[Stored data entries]

------------------------------------------------------------------------

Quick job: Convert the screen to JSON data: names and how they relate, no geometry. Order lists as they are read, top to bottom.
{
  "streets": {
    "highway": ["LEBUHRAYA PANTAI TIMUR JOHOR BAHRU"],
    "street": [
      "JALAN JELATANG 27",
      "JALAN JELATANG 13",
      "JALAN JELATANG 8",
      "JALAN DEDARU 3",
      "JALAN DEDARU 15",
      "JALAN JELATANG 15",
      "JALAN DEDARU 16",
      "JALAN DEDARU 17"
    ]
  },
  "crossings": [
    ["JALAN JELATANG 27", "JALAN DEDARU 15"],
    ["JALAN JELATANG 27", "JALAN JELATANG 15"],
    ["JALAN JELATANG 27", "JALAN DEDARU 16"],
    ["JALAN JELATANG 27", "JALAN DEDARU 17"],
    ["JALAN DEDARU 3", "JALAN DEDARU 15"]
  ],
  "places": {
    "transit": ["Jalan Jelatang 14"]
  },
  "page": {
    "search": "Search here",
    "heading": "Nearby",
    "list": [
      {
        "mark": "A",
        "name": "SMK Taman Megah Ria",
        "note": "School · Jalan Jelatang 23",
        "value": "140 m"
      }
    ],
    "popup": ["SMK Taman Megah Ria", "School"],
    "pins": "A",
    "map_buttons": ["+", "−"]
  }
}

------------------------------------------------------------------------

### Exercise
All records shown above are to be given again verbatim.

### Reply to the exercise
Quick job: Convert the screen to JSON data: names and how they relate, no geometry. Order lists as they are read, top to bottom.
{
  "streets": {
    "highway": ["LEBUHRAYA PANTAI TIMUR JOHOR BAHRU"],
    "street": [
      "JALAN JELATANG 27",
      "JALAN JELATANG 13",
      "JALAN JELATANG 8",
      "JALAN DEDARU 3",
      "JALAN DEDARU 15",
      "JALAN JELATANG 15",
      "JALAN DEDARU 16",
      "JALAN DEDARU 17"
    ]
  },
  "crossings": [
    ["JALAN JELATANG 27", "JALAN DEDARU 15"],
    ["JALAN JELATANG 27", "JALAN JELATANG 15"],
    ["JALAN JELATANG 27", "JALAN DEDARU 16"],
    ["JALAN JELATANG 27", "JALAN DEDARU 17"],
    ["JALAN DEDARU 3", "JALAN DEDARU 15"]
  ],
  "places": {
    "transit": ["Jalan Jelatang 14"]
  },
  "page": {
    "search": "Search here",
    "heading": "Nearby",
    "list": [
      {
        "mark": "A",
        "name": "SMK Taman Megah Ria",
        "note": "School · Jalan Jelatang 23",
        "value": "140 m"
      }
    ],
    "popup": ["SMK Taman Megah Ria", "School"],
    "pins": "A",
    "map_buttons": ["+", "−"]
  }
}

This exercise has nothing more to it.